I agree.  Speakers are the most important components in your system, the most variable, and the ones you need to go to B&M stores and listen listen.listen.  Choose amps, separate or avr's, that match the load and efficiency of your speaker selections and your listening habits.  In John's 800 to 1000 range,  avr's such as the Onkyo tx-nr1008 or Yamaha avr-rx1000 should most likely meet your needs.
Quote:

Originally Posted by John Brill 

"You have your priorities backwards.  Spend 70% of your audio budget on speakers and 30% on the receiver.  On the receiver end, the biggest consideration, IMHO, is the amp section, especially if you will be spending $2.5k-$3k on speakers.

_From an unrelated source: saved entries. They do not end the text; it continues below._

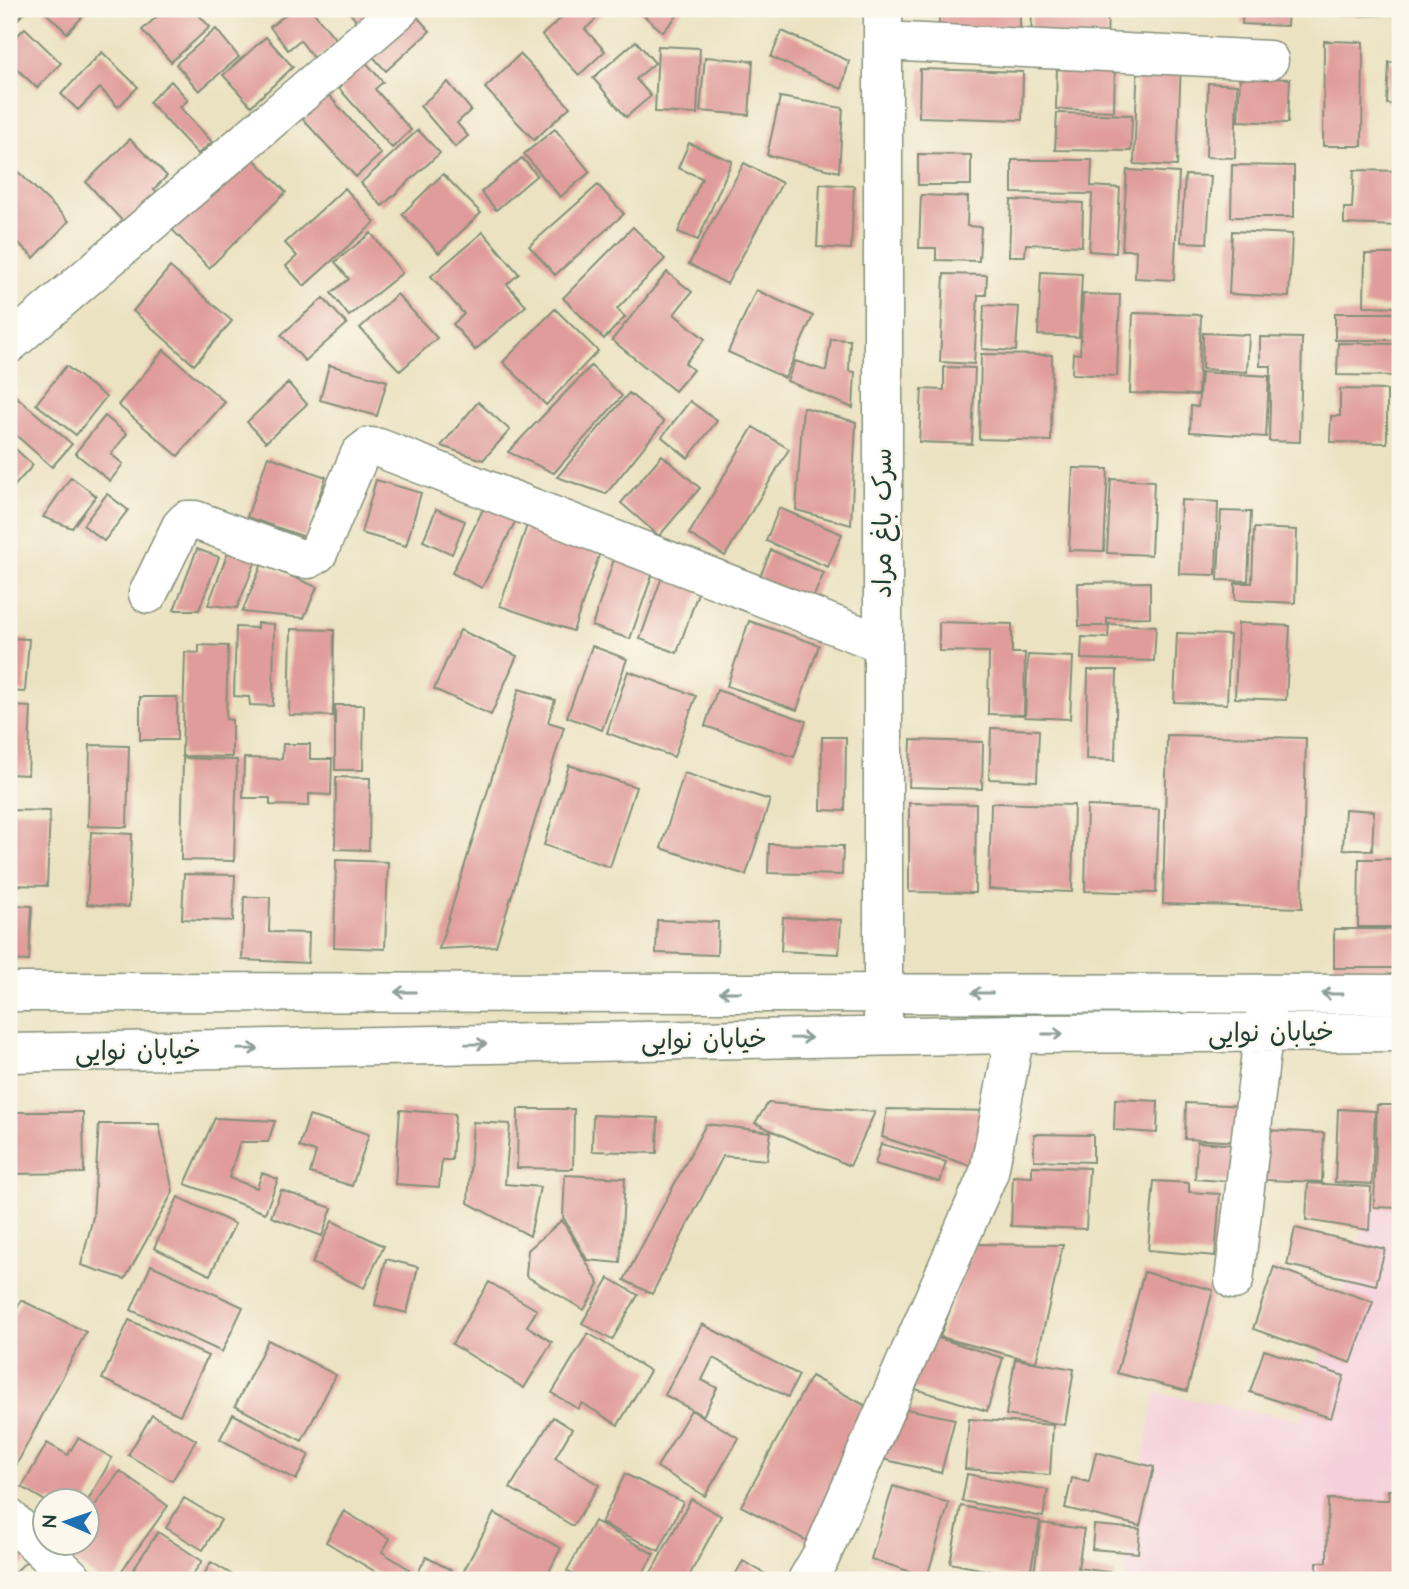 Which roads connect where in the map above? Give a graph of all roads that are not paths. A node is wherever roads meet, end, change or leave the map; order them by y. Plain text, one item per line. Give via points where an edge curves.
1 (400, 9) edge
2 (883, 25) edge
3 (1269, 60) dead end
4 (9, 344) edge
5 (148, 594) dead end
6 (883, 644) junction
7 (9, 992) edge
8 (883, 992) junction
9 (1268, 994) junction
10 (1400, 994) edge
11 (1400, 1032) edge
12 (1015, 1034) junction
13 (1264, 1034) junction
14 (883, 1037) junction
15 (9, 1053) edge
16 (1234, 1280) dead end
17 (9, 1518) edge
18 (75, 1580) edge
19 (807, 1580) edge

1 - 4 street
2 - 3 street
2 - 6 street, سرک باغ مراد
5 - 6 street via 187,520 309,559 318,553 360,454 379,447
6 - 8 street, سرک باغ مراد
8 -> 7 street, خیابان نوایی
9 -> 8 street, خیابان نوایی
8 - 14 street, سرک باغ مراد
10 -> 9 street, خیابان نوایی
9 - 13 street
11 - 13 street, خیابان نوایی
12 -> 13 street, خیابان نوایی
12 - 14 street, خیابان نوایی
12 - 19 street via 989,1172
13 - 16 street
15 -> 14 street, خیابان نوایی
17 - 18 street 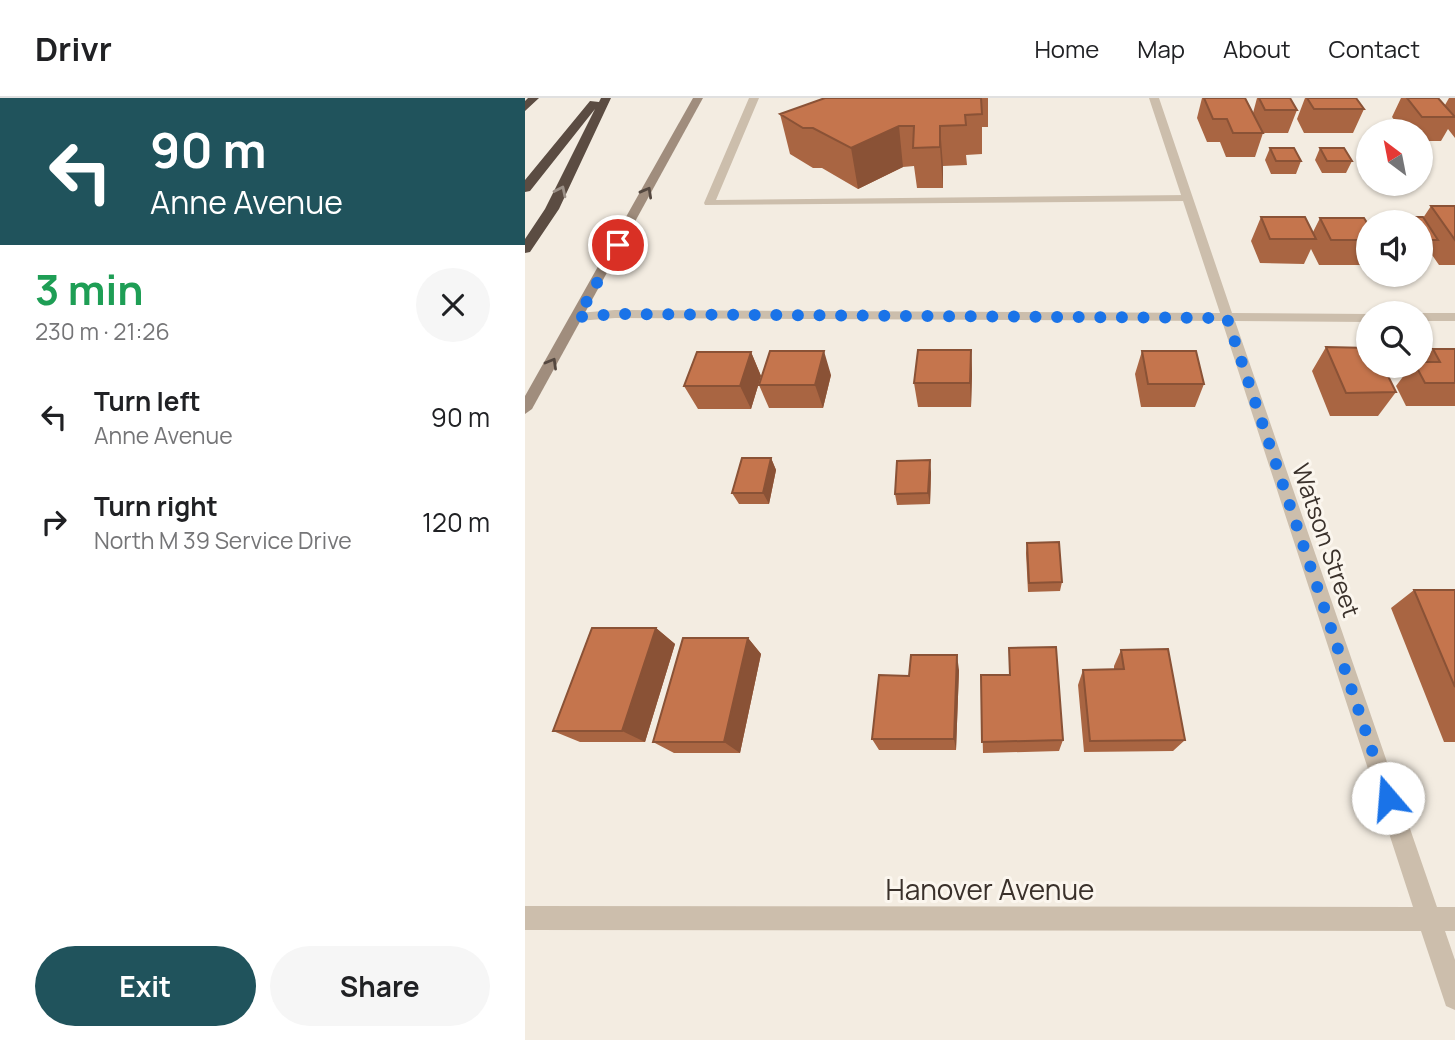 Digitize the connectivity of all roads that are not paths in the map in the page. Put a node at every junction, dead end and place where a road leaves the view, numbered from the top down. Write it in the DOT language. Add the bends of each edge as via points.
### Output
graph roads {
  1 [pos="534,98"];
  2 [pos="597,98"];
  3 [pos="606,98"];
  4 [pos="698,98"];
  5 [pos="754,98"];
  6 [pos="1154,98"];
  7 [pos="525,108"];
  8 [pos="525,188"];
  9 [pos="1187,198"];
  10 [pos="525,249"];
  11 [pos="578,317"];
  12 [pos="1433,317"];
  13 [pos="1455,317"];
  14 [pos="1227,318"];
  15 [pos="1356,318"];
  16 [pos="525,410"];
  17 [pos="525,918"];
  18 [pos="1429,919"];
  19 [pos="1455,919"];
  20 [pos="1455,997"];
  1 -- 7 [label="highway"];
  2 -- 8 [label="highway"];
  10 -- 3 [label="highway, one-way" via="552,209"];
  11 -- 4 [label="main road, one-way"];
  5 -- 9 [label="street" via="709,203"];
  6 -- 9 [label="street, Watson Street"];
  9 -- 14 [label="street, Watson Street"];
  11 -- 14 [label="street"];
  16 -- 11 [label="main road, one-way"];
  12 -- 13 [label="street"];
  14 -- 15 [label="street"];
  14 -- 18 [label="street, Watson Street"];
  17 -- 18 [label="street, Hanover Avenue"];
  18 -- 19 [label="street, Hanover Avenue"];
  18 -- 20 [label="street, Watson Street"];
} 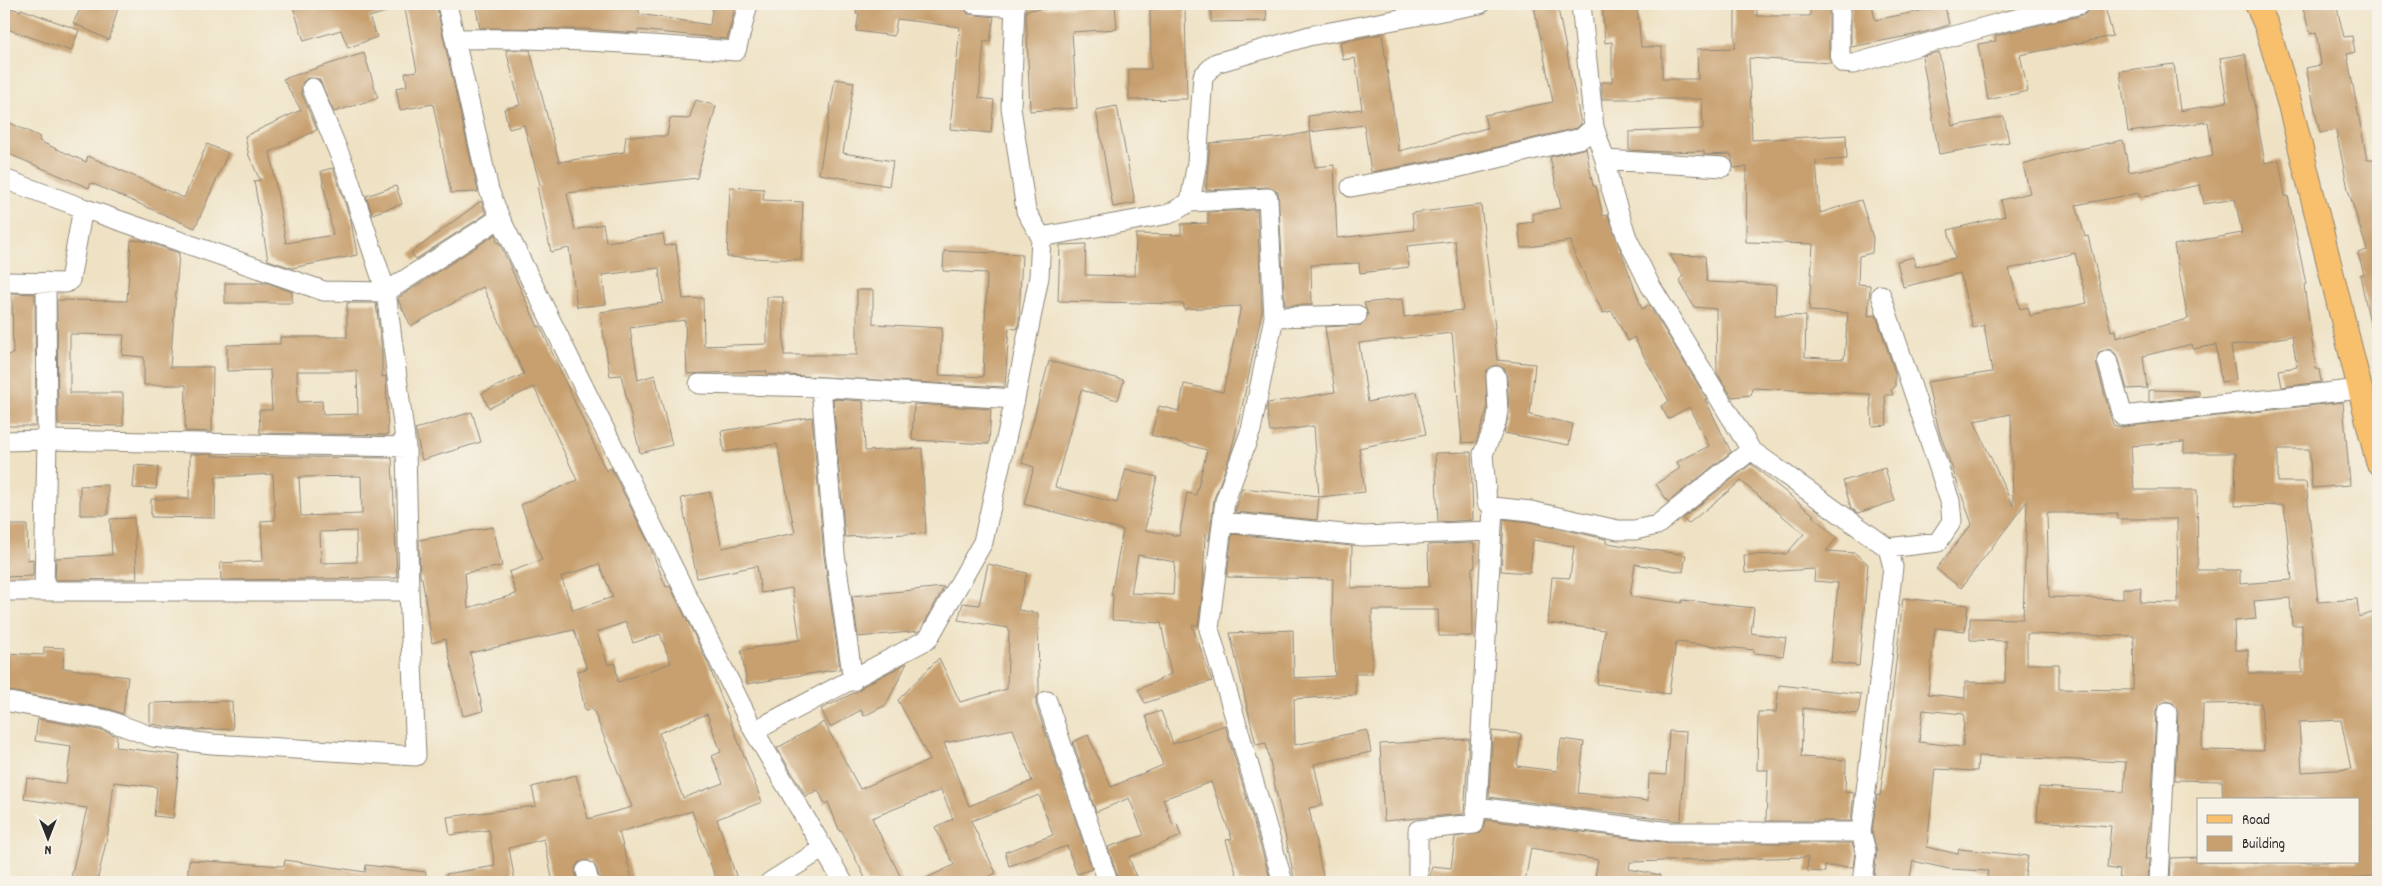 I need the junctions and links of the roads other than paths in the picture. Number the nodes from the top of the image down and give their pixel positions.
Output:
1 (447, 4) edge
2 (748, 4) edge
3 (974, 4) edge
4 (1480, 4) edge
5 (1581, 4) edge
6 (1840, 4) edge
7 (2081, 4) edge
8 (2257, 4) edge
9 (1014, 5) edge
10 (455, 39) junction
11 (312, 88) dead end
12 (1594, 127) junction
13 (1605, 160) junction
14 (1723, 167) dead end
15 (4, 178) edge
16 (1351, 188) dead end
17 (1190, 202) junction
18 (84, 208) junction
19 (500, 218) junction
20 (1041, 237) junction
21 (4, 282) edge
22 (46, 282) junction
23 (386, 292) junction
24 (1880, 295) dead end
25 (1357, 315) dead end
26 (1274, 317) junction
27 (2107, 360) dead end
28 (1496, 376) dead end
29 (699, 384) dead end
30 (821, 388) junction
31 (2360, 389) junction
32 (1015, 399) junction
33 (47, 440) junction
34 (4, 441) edge
35 (406, 447) junction
36 (1751, 450) junction
37 (2378, 462) edge
38 (1493, 507) junction
39 (1222, 522) junction
40 (1490, 531) junction
41 (1888, 548) junction
42 (4, 591) edge
43 (44, 591) junction
44 (409, 591) junction
45 (853, 681) junction
46 (4, 701) edge
47 (1047, 701) dead end
48 (2167, 712) dead end
49 (754, 731) junction
50 (1476, 807) junction
51 (1861, 832) junction
52 (822, 848) junction
53 (770, 882) edge
54 (843, 882) edge
55 (1108, 882) edge
56 (1283, 882) edge
57 (1418, 882) edge
58 (1862, 882) edge
59 (2159, 882) edge

1 - 10 street
2 - 10 street
3 - 9 street
4 - 17 street
5 - 12 street
6 - 7 street
8 - 31 main road
9 - 20 street
10 - 19 street
11 - 23 street
12 - 13 street
12 - 16 street
13 - 14 street
13 - 36 street
15 - 18 street
17 - 20 street
17 - 26 street
18 - 22 street
18 - 23 street
19 - 23 street
19 - 49 street
20 - 32 street
21 - 22 street
22 - 33 street
23 - 35 street
24 - 41 street
25 - 26 street
26 - 39 street
27 - 31 street
28 - 38 street
29 - 30 street
30 - 32 street
30 - 45 street
31 - 37 main road
32 - 45 street
33 - 34 street
33 - 35 street
33 - 43 street
35 - 44 street
36 - 38 street
36 - 41 street
38 - 40 street
39 - 40 street
39 - 56 street
40 - 50 street
41 - 51 street
42 - 43 street
43 - 44 street
44 - 46 street
45 - 49 street
47 - 55 street
48 - 59 street
49 - 52 street
50 - 51 street
50 - 57 street
51 - 58 street
52 - 53 street
52 - 54 street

Hate to sound like a broken record and an Emotiva fanboy, but consider the UMC-1 ($699) pre/pro and the XPA-5 ($899) or UPA-5 ($599) amps.  Bang for buck, you won't be able to match this combo with Denon or Onkyo.  If you are adamant to have HDMI 1.4a compatibility, I'd consider the Marantz AV7005 (MSRP $1500) paired up with a good amp (Emotiva or Outlaw Audio Model 7125).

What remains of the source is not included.